WORK REQUEST:
Repeat the entire listing below exactly.

# # #

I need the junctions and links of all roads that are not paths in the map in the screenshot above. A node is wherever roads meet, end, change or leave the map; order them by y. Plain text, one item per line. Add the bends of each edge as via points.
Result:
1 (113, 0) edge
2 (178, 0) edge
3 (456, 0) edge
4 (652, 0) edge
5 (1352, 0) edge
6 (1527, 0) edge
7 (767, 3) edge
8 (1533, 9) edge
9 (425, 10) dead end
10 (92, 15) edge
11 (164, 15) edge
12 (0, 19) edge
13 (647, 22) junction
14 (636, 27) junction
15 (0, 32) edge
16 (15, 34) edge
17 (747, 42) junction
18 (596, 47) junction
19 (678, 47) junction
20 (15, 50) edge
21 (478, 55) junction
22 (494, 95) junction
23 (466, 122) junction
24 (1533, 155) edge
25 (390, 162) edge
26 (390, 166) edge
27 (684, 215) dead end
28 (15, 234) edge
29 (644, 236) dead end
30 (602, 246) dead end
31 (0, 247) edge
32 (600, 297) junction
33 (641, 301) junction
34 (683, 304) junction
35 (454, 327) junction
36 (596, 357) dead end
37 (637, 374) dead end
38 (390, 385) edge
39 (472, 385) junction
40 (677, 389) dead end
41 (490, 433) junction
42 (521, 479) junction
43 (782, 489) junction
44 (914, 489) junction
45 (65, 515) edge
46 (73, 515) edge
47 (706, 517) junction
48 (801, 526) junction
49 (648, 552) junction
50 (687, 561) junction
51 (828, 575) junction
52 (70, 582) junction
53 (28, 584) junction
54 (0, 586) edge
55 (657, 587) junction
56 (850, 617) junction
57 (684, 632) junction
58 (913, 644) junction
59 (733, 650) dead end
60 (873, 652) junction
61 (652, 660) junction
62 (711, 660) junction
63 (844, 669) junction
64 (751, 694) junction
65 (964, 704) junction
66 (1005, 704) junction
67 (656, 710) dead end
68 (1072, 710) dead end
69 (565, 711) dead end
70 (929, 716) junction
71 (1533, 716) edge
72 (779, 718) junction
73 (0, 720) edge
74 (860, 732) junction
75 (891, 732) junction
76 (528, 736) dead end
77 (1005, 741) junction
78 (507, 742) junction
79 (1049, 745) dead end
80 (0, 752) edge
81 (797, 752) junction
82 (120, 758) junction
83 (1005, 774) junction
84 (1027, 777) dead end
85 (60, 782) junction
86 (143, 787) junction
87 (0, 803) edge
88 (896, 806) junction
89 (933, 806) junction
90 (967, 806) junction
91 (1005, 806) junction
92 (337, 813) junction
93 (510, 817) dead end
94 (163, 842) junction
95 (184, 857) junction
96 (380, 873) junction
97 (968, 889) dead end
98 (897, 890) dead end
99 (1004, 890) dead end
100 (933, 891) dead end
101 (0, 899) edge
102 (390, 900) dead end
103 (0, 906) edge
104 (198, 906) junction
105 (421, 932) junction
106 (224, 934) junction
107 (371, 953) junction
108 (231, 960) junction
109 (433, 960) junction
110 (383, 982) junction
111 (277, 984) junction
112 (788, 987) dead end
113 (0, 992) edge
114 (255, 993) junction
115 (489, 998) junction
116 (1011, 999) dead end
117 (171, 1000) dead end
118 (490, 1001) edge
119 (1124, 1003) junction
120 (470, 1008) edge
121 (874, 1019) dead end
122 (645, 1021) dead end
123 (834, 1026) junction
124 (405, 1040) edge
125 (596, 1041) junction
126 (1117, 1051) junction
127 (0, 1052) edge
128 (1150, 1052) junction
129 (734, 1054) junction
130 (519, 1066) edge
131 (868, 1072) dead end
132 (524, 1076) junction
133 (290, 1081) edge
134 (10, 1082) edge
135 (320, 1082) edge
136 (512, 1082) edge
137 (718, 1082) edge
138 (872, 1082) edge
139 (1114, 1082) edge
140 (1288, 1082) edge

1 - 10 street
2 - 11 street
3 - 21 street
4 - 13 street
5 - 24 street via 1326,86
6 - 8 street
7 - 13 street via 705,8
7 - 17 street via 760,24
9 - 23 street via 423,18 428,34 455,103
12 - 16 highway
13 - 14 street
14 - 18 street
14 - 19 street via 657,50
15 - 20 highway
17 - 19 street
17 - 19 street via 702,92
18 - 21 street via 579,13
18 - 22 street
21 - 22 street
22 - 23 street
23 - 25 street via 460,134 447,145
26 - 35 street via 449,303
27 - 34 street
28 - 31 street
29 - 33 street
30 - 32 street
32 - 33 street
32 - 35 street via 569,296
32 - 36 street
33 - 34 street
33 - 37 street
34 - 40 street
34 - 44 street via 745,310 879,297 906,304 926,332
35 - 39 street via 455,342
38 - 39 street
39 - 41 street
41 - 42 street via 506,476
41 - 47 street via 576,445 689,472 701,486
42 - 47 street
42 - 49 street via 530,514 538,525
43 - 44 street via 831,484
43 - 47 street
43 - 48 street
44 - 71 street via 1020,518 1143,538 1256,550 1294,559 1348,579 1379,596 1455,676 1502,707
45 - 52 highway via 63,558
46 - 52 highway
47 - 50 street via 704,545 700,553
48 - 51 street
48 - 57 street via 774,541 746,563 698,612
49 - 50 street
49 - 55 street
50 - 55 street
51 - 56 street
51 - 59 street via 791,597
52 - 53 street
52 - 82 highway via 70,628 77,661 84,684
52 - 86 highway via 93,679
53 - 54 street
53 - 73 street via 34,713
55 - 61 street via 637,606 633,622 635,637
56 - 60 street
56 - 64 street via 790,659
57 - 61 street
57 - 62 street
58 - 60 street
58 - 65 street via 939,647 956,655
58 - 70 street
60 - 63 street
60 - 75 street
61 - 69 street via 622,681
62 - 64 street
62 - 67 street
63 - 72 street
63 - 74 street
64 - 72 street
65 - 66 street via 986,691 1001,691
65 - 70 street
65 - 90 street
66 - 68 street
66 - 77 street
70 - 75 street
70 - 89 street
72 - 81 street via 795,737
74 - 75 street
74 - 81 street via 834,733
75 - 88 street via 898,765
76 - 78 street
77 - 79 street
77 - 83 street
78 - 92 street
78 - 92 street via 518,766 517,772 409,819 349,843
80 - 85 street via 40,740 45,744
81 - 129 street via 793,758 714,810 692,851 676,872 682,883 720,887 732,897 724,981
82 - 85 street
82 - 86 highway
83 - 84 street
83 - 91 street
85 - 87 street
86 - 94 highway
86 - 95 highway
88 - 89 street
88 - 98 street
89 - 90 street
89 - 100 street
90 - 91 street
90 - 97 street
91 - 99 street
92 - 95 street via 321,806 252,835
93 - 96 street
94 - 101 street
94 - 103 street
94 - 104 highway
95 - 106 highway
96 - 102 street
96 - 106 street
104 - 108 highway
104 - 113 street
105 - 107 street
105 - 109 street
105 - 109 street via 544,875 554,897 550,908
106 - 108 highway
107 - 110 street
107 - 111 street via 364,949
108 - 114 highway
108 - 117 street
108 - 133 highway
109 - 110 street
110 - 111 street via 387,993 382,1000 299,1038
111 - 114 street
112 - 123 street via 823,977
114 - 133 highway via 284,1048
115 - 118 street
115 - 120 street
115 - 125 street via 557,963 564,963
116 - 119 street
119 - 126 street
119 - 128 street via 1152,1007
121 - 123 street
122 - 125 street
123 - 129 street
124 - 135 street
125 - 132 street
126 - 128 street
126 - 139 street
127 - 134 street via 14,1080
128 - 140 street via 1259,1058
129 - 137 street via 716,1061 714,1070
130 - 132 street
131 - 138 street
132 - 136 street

# # #

WRITTEN ANSWER:
I need the junctions and links of all roads that are not paths in the map in the screenshot above. A node is wherever roads meet, end, change or leave the map; order them by y. Plain text, one item per line. Add the bends of each edge as via points.
Result:
1 (113, 0) edge
2 (178, 0) edge
3 (456, 0) edge
4 (652, 0) edge
5 (1352, 0) edge
6 (1527, 0) edge
7 (767, 3) edge
8 (1533, 9) edge
9 (425, 10) dead end
10 (92, 15) edge
11 (164, 15) edge
12 (0, 19) edge
13 (647, 22) junction
14 (636, 27) junction
15 (0, 32) edge
16 (15, 34) edge
17 (747, 42) junction
18 (596, 47) junction
19 (678, 47) junction
20 (15, 50) edge
21 (478, 55) junction
22 (494, 95) junction
23 (466, 122) junction
24 (1533, 155) edge
25 (390, 162) edge
26 (390, 166) edge
27 (684, 215) dead end
28 (15, 234) edge
29 (644, 236) dead end
30 (602, 246) dead end
31 (0, 247) edge
32 (600, 297) junction
33 (641, 301) junction
34 (683, 304) junction
35 (454, 327) junction
36 (596, 357) dead end
37 (637, 374) dead end
38 (390, 385) edge
39 (472, 385) junction
40 (677, 389) dead end
41 (490, 433) junction
42 (521, 479) junction
43 (782, 489) junction
44 (914, 489) junction
45 (65, 515) edge
46 (73, 515) edge
47 (706, 517) junction
48 (801, 526) junction
49 (648, 552) junction
50 (687, 561) junction
51 (828, 575) junction
52 (70, 582) junction
53 (28, 584) junction
54 (0, 586) edge
55 (657, 587) junction
56 (850, 617) junction
57 (684, 632) junction
58 (913, 644) junction
59 (733, 650) dead end
60 (873, 652) junction
61 (652, 660) junction
62 (711, 660) junction
63 (844, 669) junction
64 (751, 694) junction
65 (964, 704) junction
66 (1005, 704) junction
67 (656, 710) dead end
68 (1072, 710) dead end
69 (565, 711) dead end
70 (929, 716) junction
71 (1533, 716) edge
72 (779, 718) junction
73 (0, 720) edge
74 (860, 732) junction
75 (891, 732) junction
76 (528, 736) dead end
77 (1005, 741) junction
78 (507, 742) junction
79 (1049, 745) dead end
80 (0, 752) edge
81 (797, 752) junction
82 (120, 758) junction
83 (1005, 774) junction
84 (1027, 777) dead end
85 (60, 782) junction
86 (143, 787) junction
87 (0, 803) edge
88 (896, 806) junction
89 (933, 806) junction
90 (967, 806) junction
91 (1005, 806) junction
92 (337, 813) junction
93 (510, 817) dead end
94 (163, 842) junction
95 (184, 857) junction
96 (380, 873) junction
97 (968, 889) dead end
98 (897, 890) dead end
99 (1004, 890) dead end
100 (933, 891) dead end
101 (0, 899) edge
102 (390, 900) dead end
103 (0, 906) edge
104 (198, 906) junction
105 (421, 932) junction
106 (224, 934) junction
107 (371, 953) junction
108 (231, 960) junction
109 (433, 960) junction
110 (383, 982) junction
111 (277, 984) junction
112 (788, 987) dead end
113 (0, 992) edge
114 (255, 993) junction
115 (489, 998) junction
116 (1011, 999) dead end
117 (171, 1000) dead end
118 (490, 1001) edge
119 (1124, 1003) junction
120 (470, 1008) edge
121 (874, 1019) dead end
122 (645, 1021) dead end
123 (834, 1026) junction
124 (405, 1040) edge
125 (596, 1041) junction
126 (1117, 1051) junction
127 (0, 1052) edge
128 (1150, 1052) junction
129 (734, 1054) junction
130 (519, 1066) edge
131 (868, 1072) dead end
132 (524, 1076) junction
133 (290, 1081) edge
134 (10, 1082) edge
135 (320, 1082) edge
136 (512, 1082) edge
137 (718, 1082) edge
138 (872, 1082) edge
139 (1114, 1082) edge
140 (1288, 1082) edge

1 - 10 street
2 - 11 street
3 - 21 street
4 - 13 street
5 - 24 street via 1326,86
6 - 8 street
7 - 13 street via 705,8
7 - 17 street via 760,24
9 - 23 street via 423,18 428,34 455,103
12 - 16 highway
13 - 14 street
14 - 18 street
14 - 19 street via 657,50
15 - 20 highway
17 - 19 street
17 - 19 street via 702,92
18 - 21 street via 579,13
18 - 22 street
21 - 22 street
22 - 23 street
23 - 25 street via 460,134 447,145
26 - 35 street via 449,303
27 - 34 street
28 - 31 street
29 - 33 street
30 - 32 street
32 - 33 street
32 - 35 street via 569,296
32 - 36 street
33 - 34 street
33 - 37 street
34 - 40 street
34 - 44 street via 745,310 879,297 906,304 926,332
35 - 39 street via 455,342
38 - 39 street
39 - 41 street
41 - 42 street via 506,476
41 - 47 street via 576,445 689,472 701,486
42 - 47 street
42 - 49 street via 530,514 538,525
43 - 44 street via 831,484
43 - 47 street
43 - 48 street
44 - 71 street via 1020,518 1143,538 1256,550 1294,559 1348,579 1379,596 1455,676 1502,707
45 - 52 highway via 63,558
46 - 52 highway
47 - 50 street via 704,545 700,553
48 - 51 street
48 - 57 street via 774,541 746,563 698,612
49 - 50 street
49 - 55 street
50 - 55 street
51 - 56 street
51 - 59 street via 791,597
52 - 53 street
52 - 82 highway via 70,628 77,661 84,684
52 - 86 highway via 93,679
53 - 54 street
53 - 73 street via 34,713
55 - 61 street via 637,606 633,622 635,637
56 - 60 street
56 - 64 street via 790,659
57 - 61 street
57 - 62 street
58 - 60 street
58 - 65 street via 939,647 956,655
58 - 70 street
60 - 63 street
60 - 75 street
61 - 69 street via 622,681
62 - 64 street
62 - 67 street
63 - 72 street
63 - 74 street
64 - 72 street
65 - 66 street via 986,691 1001,691
65 - 70 street
65 - 90 street
66 - 68 street
66 - 77 street
70 - 75 street
70 - 89 street
72 - 81 street via 795,737
74 - 75 street
74 - 81 street via 834,733
75 - 88 street via 898,765
76 - 78 street
77 - 79 street
77 - 83 street
78 - 92 street
78 - 92 street via 518,766 517,772 409,819 349,843
80 - 85 street via 40,740 45,744
81 - 129 street via 793,758 714,810 692,851 676,872 682,883 720,887 732,897 724,981
82 - 85 street
82 - 86 highway
83 - 84 street
83 - 91 street
85 - 87 street
86 - 94 highway
86 - 95 highway
88 - 89 street
88 - 98 street
89 - 90 street
89 - 100 street
90 - 91 street
90 - 97 street
91 - 99 street
92 - 95 street via 321,806 252,835
93 - 96 street
94 - 101 street
94 - 103 street
94 - 104 highway
95 - 106 highway
96 - 102 street
96 - 106 street
104 - 108 highway
104 - 113 street
105 - 107 street
105 - 109 street
105 - 109 street via 544,875 554,897 550,908
106 - 108 highway
107 - 110 street
107 - 111 street via 364,949
108 - 114 highway
108 - 117 street
108 - 133 highway
109 - 110 street
110 - 111 street via 387,993 382,1000 299,1038
111 - 114 street
112 - 123 street via 823,977
114 - 133 highway via 284,1048
115 - 118 street
115 - 120 street
115 - 125 street via 557,963 564,963
116 - 119 street
119 - 126 street
119 - 128 street via 1152,1007
121 - 123 street
122 - 125 street
123 - 129 street
124 - 135 street
125 - 132 street
126 - 128 street
126 - 139 street
127 - 134 street via 14,1080
128 - 140 street via 1259,1058
129 - 137 street via 716,1061 714,1070
130 - 132 street
131 - 138 street
132 - 136 street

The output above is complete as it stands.